En las Memorias encontradas en una bañera (1961) que definía como “farsa utópica”, Lem se había atrevido con el problema –que antaño se llamaba metafísico– de la naturaleza del mundo real. Pero lo encaraba con su particular estilo paradójico. Reclutado por una grotesca Agencia de Inteligencia, su personaje central se extraviaba en situaciones absurdas sólo para aprender que todo es mensaje cifrado, cifra a la vez para otras infinitas relecturas: no hay hechos, sino interpretaciones de hechos.
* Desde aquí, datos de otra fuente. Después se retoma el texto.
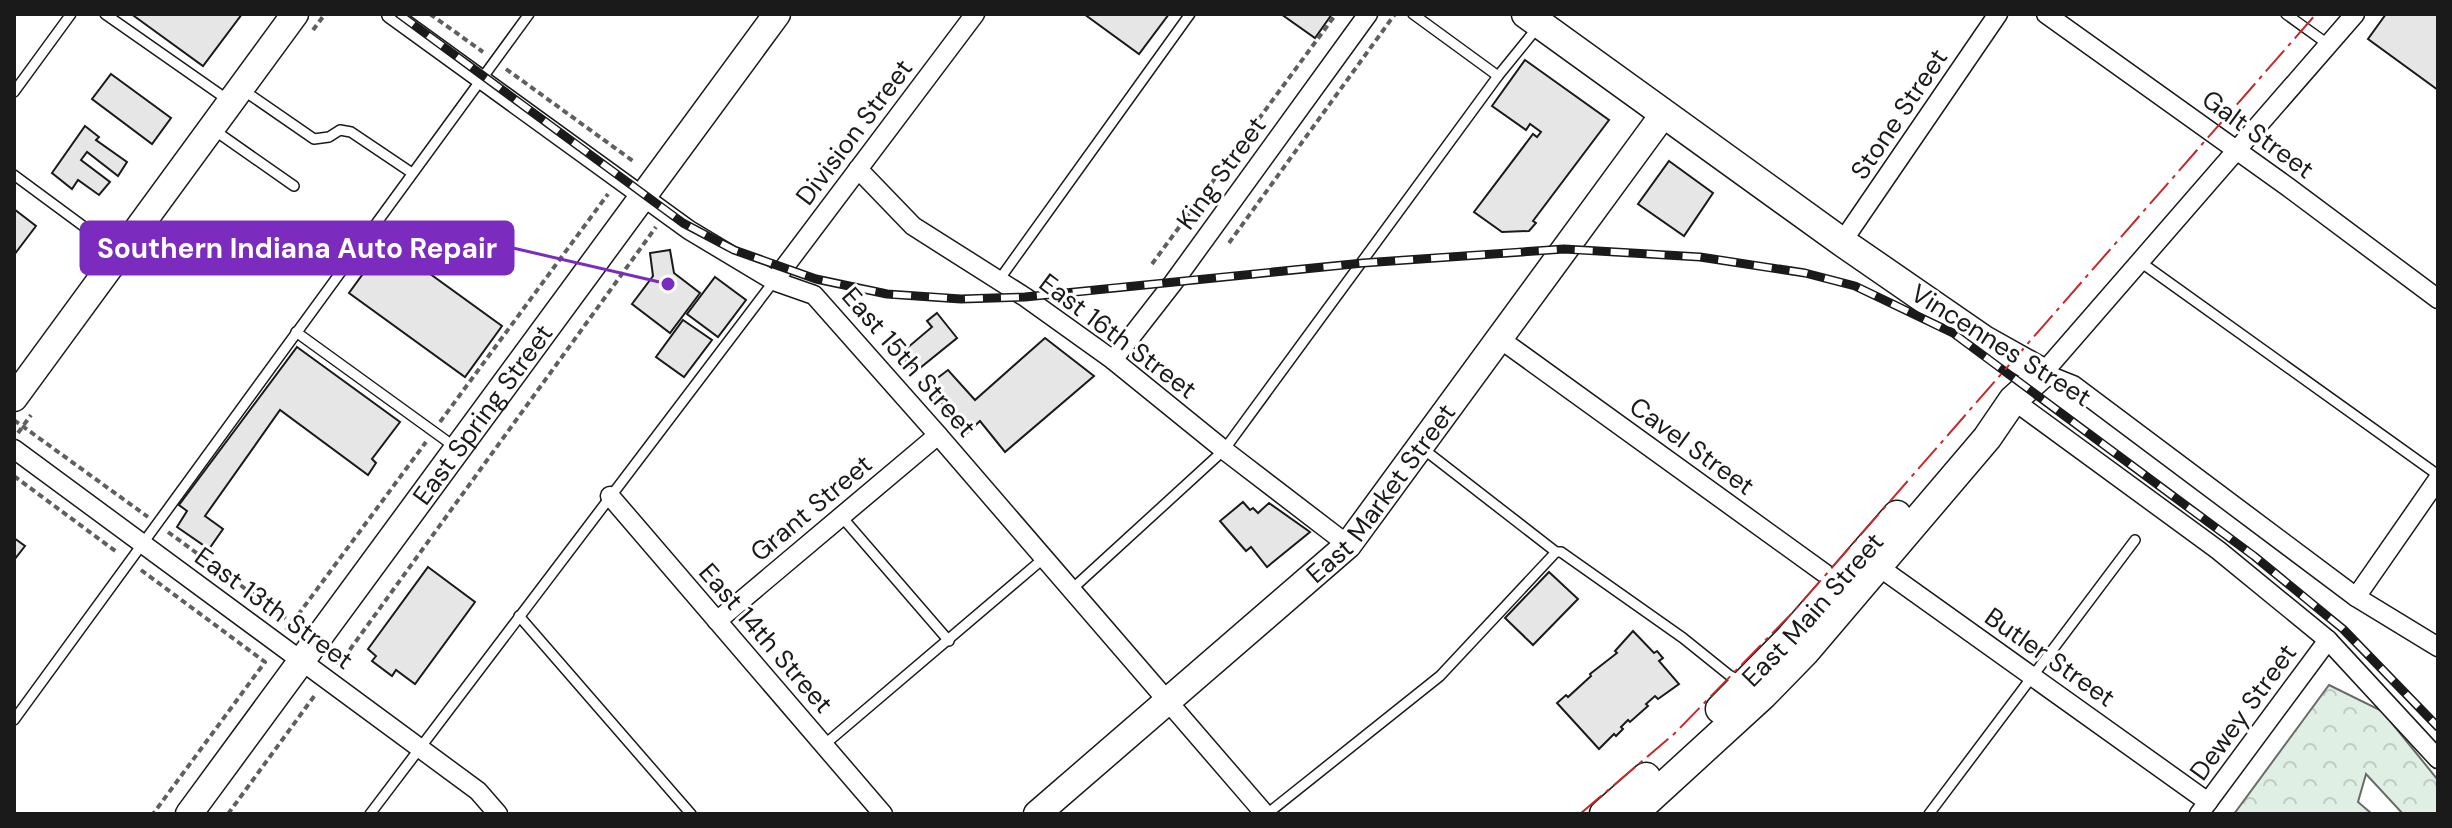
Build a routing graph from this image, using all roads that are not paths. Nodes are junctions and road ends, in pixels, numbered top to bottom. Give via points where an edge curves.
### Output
1 (71, 14) edge
2 (105, 14) edge
3 (295, 14) edge
4 (391, 14) edge
5 (529, 14) edge
6 (777, 14) edge
7 (975, 14) edge
8 (1190, 14) edge
9 (1368, 14) edge
10 (1413, 14) edge
11 (1998, 14) edge
12 (2046, 14) edge
13 (2286, 14) edge
14 (2355, 14) edge
15 (1538, 17) edge
16 (2329, 45) junction
17 (1498, 76) junction
18 (481, 81) junction
19 (14, 92) edge
20 (236, 95) junction
21 (1663, 115) junction
22 (212, 128) junction
23 (2236, 151) junction
24 (858, 169) junction
25 (412, 173) junction
26 (14, 175) edge
27 (294, 186) dead end
28 (642, 198) junction
29 (1842, 242) junction
30 (120, 253) junction
31 (2139, 261) junction
32 (999, 280) junction
33 (774, 281) junction
34 (2438, 299) edge
35 (296, 332) junction
36 (1500, 339) junction
37 (1113, 360) junction
38 (2043, 373) junction
39 (14, 398) edge
40 (2013, 400) junction
41 (938, 435) junction
42 (1420, 446) junction
43 (14, 449) edge
44 (458, 449) junction
45 (1224, 450) junction
46 (2438, 477) edge
47 (610, 496) junction
48 (841, 516) junction
49 (2135, 540) dead end
50 (144, 545) junction
51 (1348, 545) junction
52 (1556, 552) junction
53 (1044, 558) junction
54 (1870, 561) junction
55 (1845, 589) junction
56 (1071, 590) junction
57 (2356, 597) junction
58 (519, 616) junction
59 (717, 621) junction
60 (2328, 640) junction
61 (949, 641) junction
62 (2438, 647) edge
63 (301, 661) junction
64 (2033, 677) junction
65 (1746, 685) junction
66 (1166, 701) junction
67 (14, 720) edge
68 (824, 745) junction
69 (419, 748) junction
70 (2438, 759) edge
71 (1638, 807) edge
72 (2204, 808) edge
73 (189, 814) edge
74 (370, 814) edge
75 (498, 814) edge
76 (691, 814) edge
77 (883, 814) edge
78 (1037, 814) edge
79 (1266, 814) edge
80 (1604, 814) edge
81 (1929, 814) edge

1 - 19 lane
2 - 20 lane
3 - 20 main road
4 - 18 street, East 15th Street
5 - 18 lane
6 - 28 main road, East Spring Street
7 - 24 street, Division Street
8 - 32 lane
9 - 37 street, King Street
10 - 17 lane
11 - 29 street, Stone Street
12 - 23 street, Galt Street
13 - 16 lane
14 - 16 street
15 - 17 lane
15 - 21 main road, Vincennes Street
16 - 23 street
17 - 45 lane
18 - 25 lane
18 - 28 street, East 15th Street
20 - 22 main road
20 - 25 lane via 314,139 340,130 351,132
21 - 29 main road, Vincennes Street
21 - 36 main road, East Market Street
22 - 27 lane
22 - 30 main road
23 - 31 street
23 - 34 street, Galt Street
24 - 32 street, East 16th Street via 913,226
24 - 33 street, Division Street
25 - 35 lane
26 - 30 lane
28 - 33 street, East 15th Street
28 - 44 main road, East Spring Street
29 - 38 main road, Vincennes Street via 1984,340
30 - 39 main road
31 - 38 street
31 - 46 lane
32 - 37 street, East 16th Street
33 - 41 street, East 15th Street via 814,295
33 - 47 lane
35 - 44 lane
35 - 50 lane
36 - 42 main road, East Market Street
36 - 55 street, Cavel Street
37 - 45 street, East 16th Street
38 - 40 main road, East Main Street
38 - 57 street, Vincennes Street via 2073,385
40 - 54 main road, East Main Street via 1987,438
40 - 60 street, Vincennes Street via 2218,550
41 - 48 street, Grant Street
41 - 53 street, East 15th Street
42 - 51 main road, East Market Street
42 - 52 lane
43 - 50 street, East 13th Street
44 - 63 main road, East Spring Street
45 - 51 street, East 16th Street
45 - 56 lane
46 - 57 street
47 - 58 lane
47 - 59 street, East 14th Street
48 - 59 street, Grant Street
48 - 61 lane
49 - 64 lane
50 - 63 street, East 13th Street
50 - 67 lane
51 - 66 main road, East Market Street
52 - 65 lane via 1591,571
52 - 79 lane via 1440,676
53 - 56 street, East 15th Street
53 - 61 lane
54 - 55 main road, East Main Street
54 - 64 street, Butler Street
55 - 65 main road, East Main Street
55 - 71 main road, East Main Street via 1805,652
56 - 66 street, East 15th Street
57 - 62 street, Vincennes Street
58 - 69 lane
58 - 76 lane
59 - 68 street, East 14th Street
60 - 70 street, Vincennes Street
60 - 72 street, Dewey Street
61 - 68 lane
63 - 69 street, East 13th Street
63 - 73 main road, East Spring Street
64 - 72 street, Butler Street
64 - 81 lane
65 - 71 main road, East Main Street
66 - 78 main road, East Market Street
66 - 79 street, East 15th Street
68 - 77 street, East 14th Street
69 - 74 lane
69 - 75 street, East 13th Street via 478,791
71 - 80 main road, East Main Street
El aspirante a espía, que hasta entonces no ha podido descubrir cuál es la misión que le ha sido asignada, comienza poco a poco a entender que el Edificio –como el Castillo de Kafka– simboliza la totalidad del mundo, que el Texto que se esconde tras de las cifras es el Sentido y el Porqué, pero es indescifrable.
Lem sospechaba que el universo era algo así como una broma y al parecer le resultaba bastante gracioso. En La nueva cosmogonía, discurso que atribuía a un imaginario Nobel, desplegaba una filosofía lúdica del universo: el Cosmos es increado, pero tiene Creadores. A partir del conflicto entre múltiples lógicas y físicas disímiles, nacieron las actuales leyes naturales, que no son más que jugadas en un juego universal. Todos los procesos físicos son intencionales, porque son expresión de la voluntad de unos Jugadores que mueven sus piezas. Pero no son constantes: las leyes físicas pueden cambiar, y lo están haciendo, como lo demuestra la asimetría entre vida y entropía. Somos piezas de un juego cósmico que alguna vez acabará dando origen a otros jugadores y otro juego, en el eterno retorno.
Por supuesto, la imaginación de Lem barajaba, explotaba y descartaba esta y otras cosmogonías que otros desarrollan con toda seriedad. Este discurso bien podía ser otra provocación.
Quizá la opinión del escéptico Lem pueda estar en esta parábola de sus Fábulas de robots:
“–¿Qué puedo decirte? –contestó el anciano–. Cuanto te he dicho no procede de la ciencia, pues ésta no se ocupa de esos aspectos de la existencia de los que cabe reírse. La ciencia explica el mundo, pero sólo el arte puede conciliarse con él. ¿Qué sabemos realmente acerca del surgimiento del cosmos? Es posible llenar un vacío tan extremo de toda suerte de leyendas y mitos. Al recurrir a la mitología solamente deseaba llegar a los límites de lo inverosímil, y me parece que a ello me aproximé. Tú también lo sabes y lo que deseas preguntarme es si el cosmos es realmente ridículo. Pero a esa pregunta, cada cual ha de responder por sí mismo.”